By BO LEUNG | China Daily UK | Updated: 2017-04-03 18:14

Breaking into the music industry is a challenge for anyone, but British-Chinese composer Ruth Chan says she had more hurdles to jump than most.

Composer scores big with RSC music commission

Ruth Chan is a successful composer.

Chan has worked as a composer in film and TV and was an assistant to Oscar-winning Italian film composer Dario Marianelli. After working on short films and fringe shows, she was commissioned by the Royal Shakespeare Company to compose music for the contemporary reimagining of the classic 12th century tale, Snow in Midsummer. It was her first major commission.

"The play is in a very contemporary setting, so the RSC wanted a DJ as well as a composer for this," she said. "One scene is set in a club, we had a techno sound mixed with Chinese elements, such as Beijing Opera. It's a modern fusion and I used a Chinese instrument called an erhu and then used a distortion pedal to make it sound like Jimi Hendrix."

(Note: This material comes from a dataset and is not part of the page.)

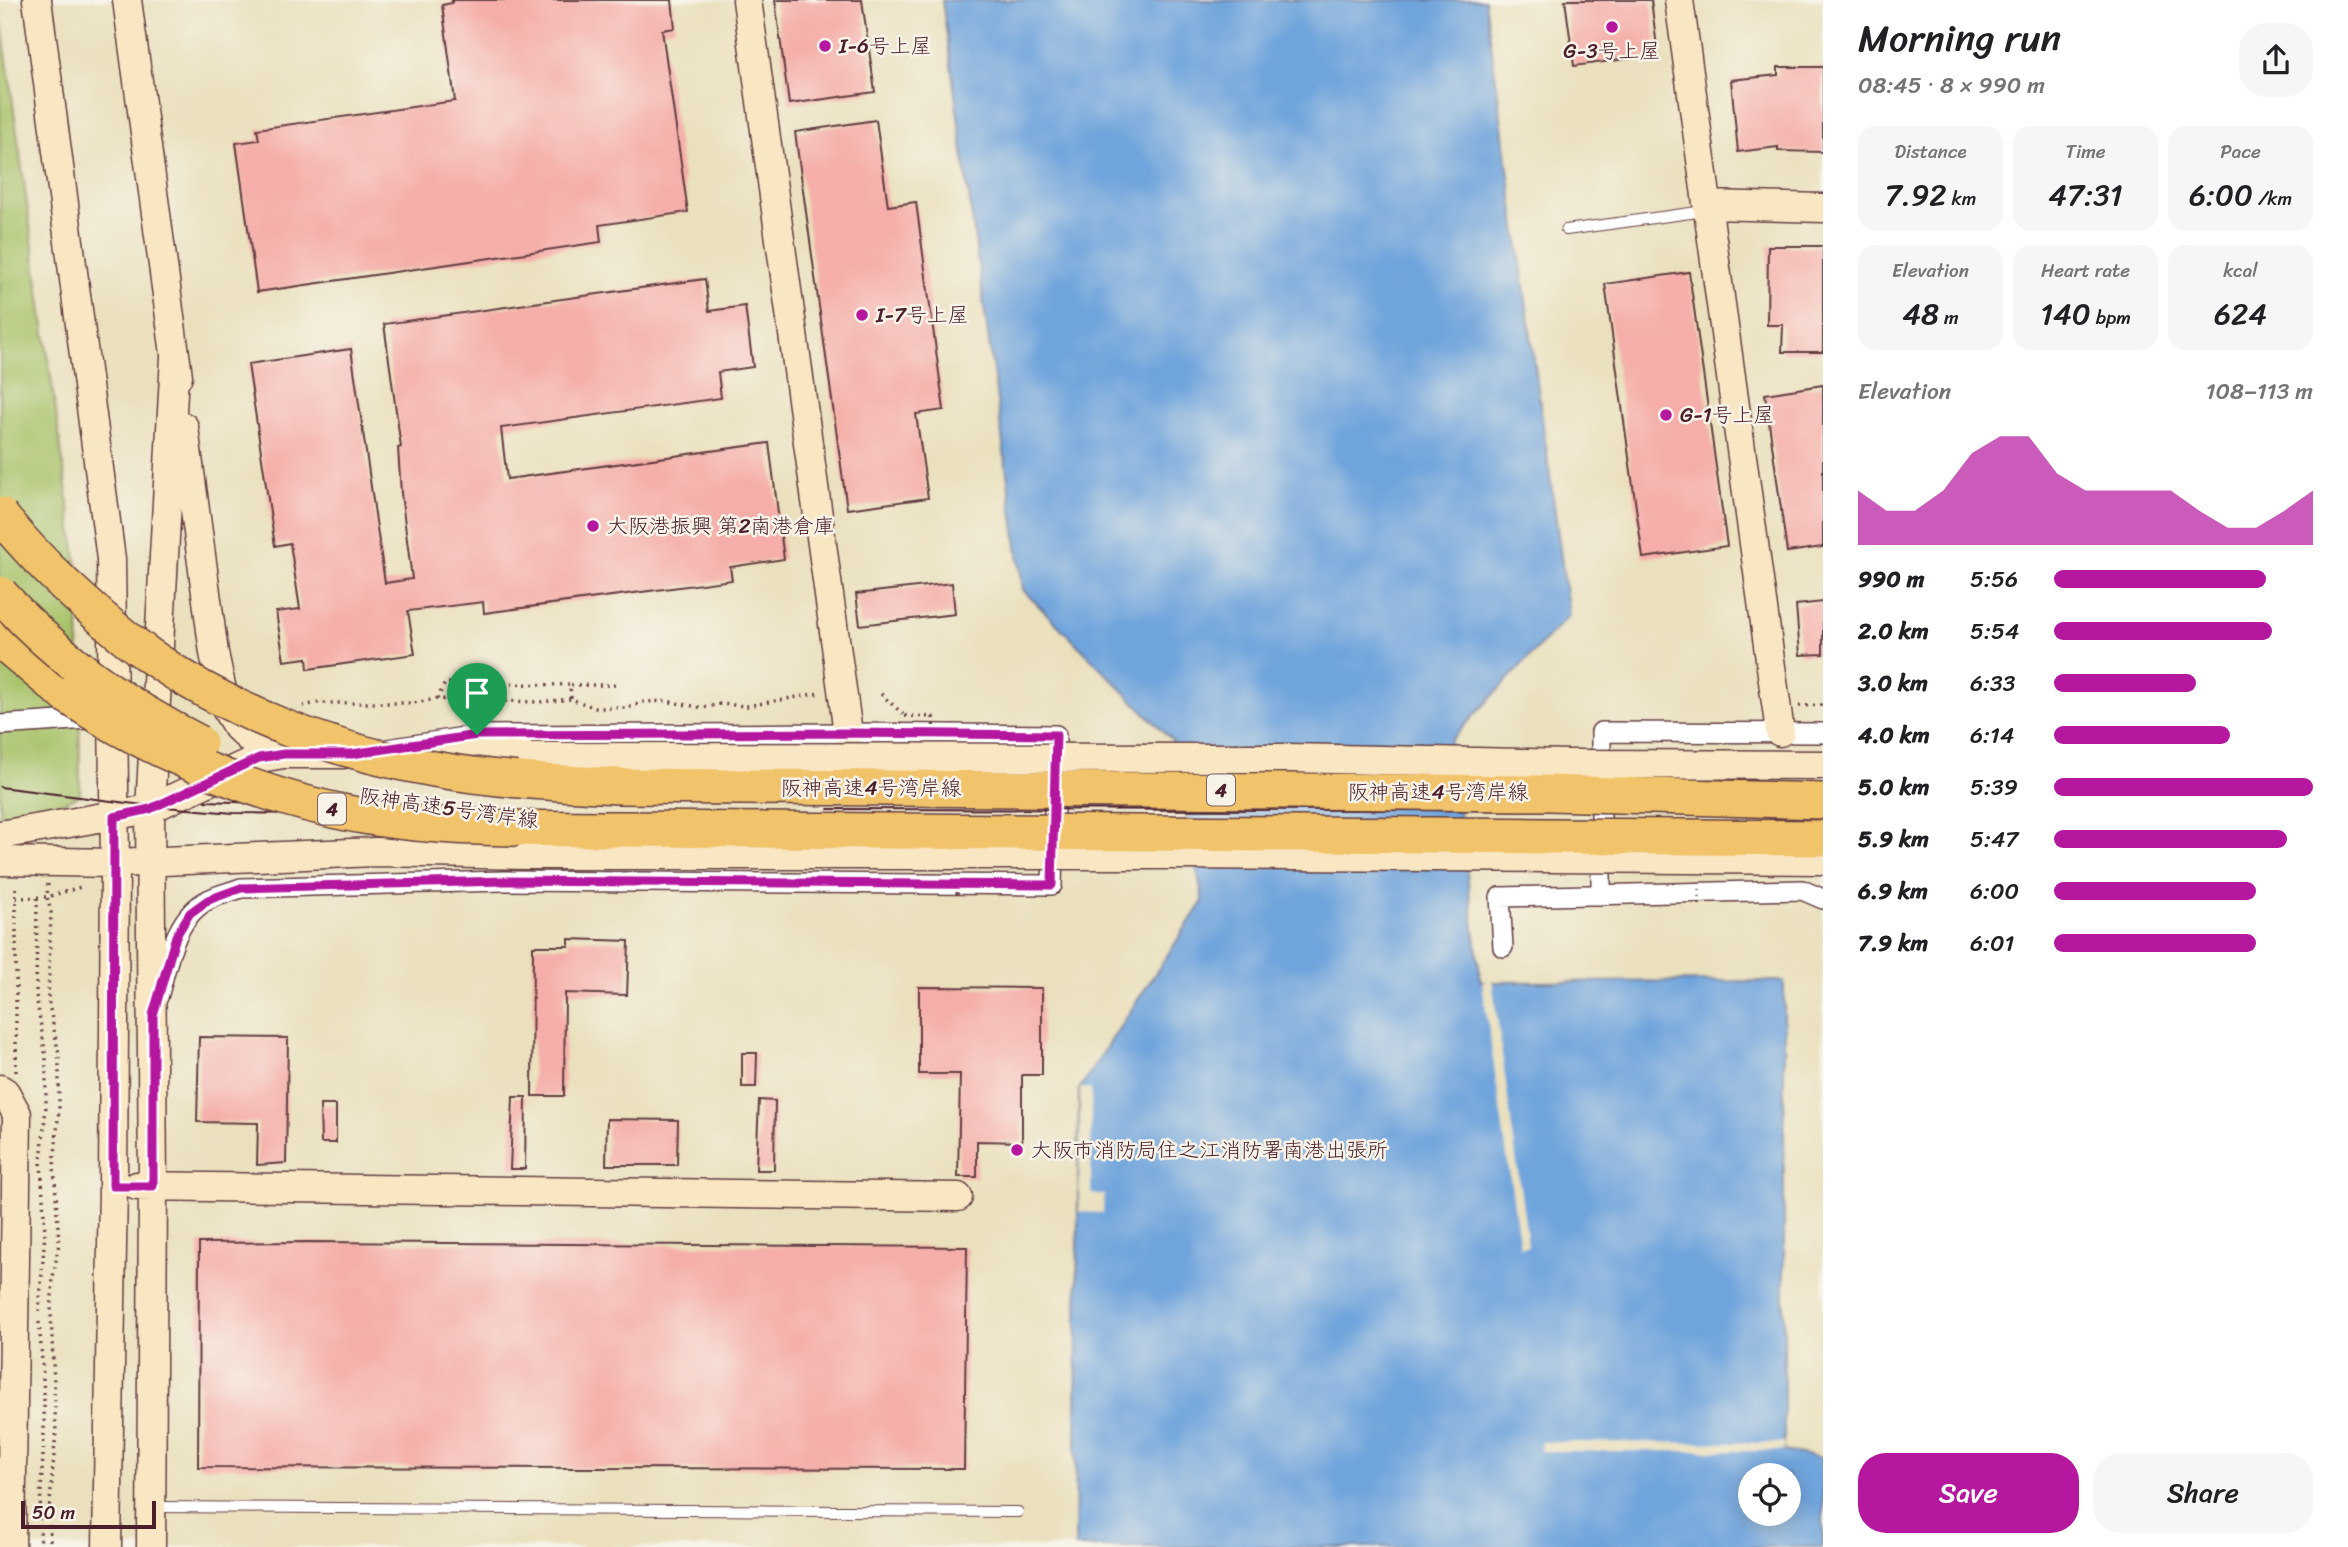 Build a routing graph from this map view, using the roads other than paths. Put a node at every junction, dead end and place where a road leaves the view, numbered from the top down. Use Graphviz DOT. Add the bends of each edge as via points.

Chan praised the RSC for staging the show.

"There just isn't enough British-Chinese representation in the arts community. It feels as if we are invisible," Chan said. "But the RSC is taking big leaps to change this by casting a predominately East Asian cast."

Born in Stratford-upon-Avon, the birthplace of Shakespeare and home of the RSC, Chan began playing the piano at age 6. Her mother was from Hong Kong and her father from a village in Guangzhou province. Like many British Chinese, they earned their living by running a Chinese takeaway.

Chan recalled: "My parents weren't too keen on me taking up the arts as they wondered if working in this field would make enough money to survive."

She never did want to be a concert pianist, but studied music at Oxford University, where she specialized in orchestration and composition.

"After that, I did a post-graduate degree in composition for screen at the Royal College of Music in London," she said. "While some people accidently fall into this profession, it was something I wanted to pursue."

During her post-graduate course, she was hired as Marianelli's assistant.

"It was a great experience but I was assisting him with his work and I needed to get my own work out there," she said.

Chan started out taking on fringe projects, often for little or no payment.

"In theatre, as a British-Chinese it was very difficult to get a foot in the door, even in non-paid work," she said.

But opportunities came and she was commissioned by British East Asian production groups, including Yellow Earth Theatre and Chinese Arts Space.

"Everyone was in the same boat, so when these companies were given work, they gave me a job too," she said. "As an ethnic Chinese and also a female, it was a struggle to get noticed. I didn't know where to start and I didn't have the right connections, especially with my parent's background, I didn't have the networking or social skills to get into the industry."

Chan's next project is to write a piece for Shakespeare's The Winter's Tale.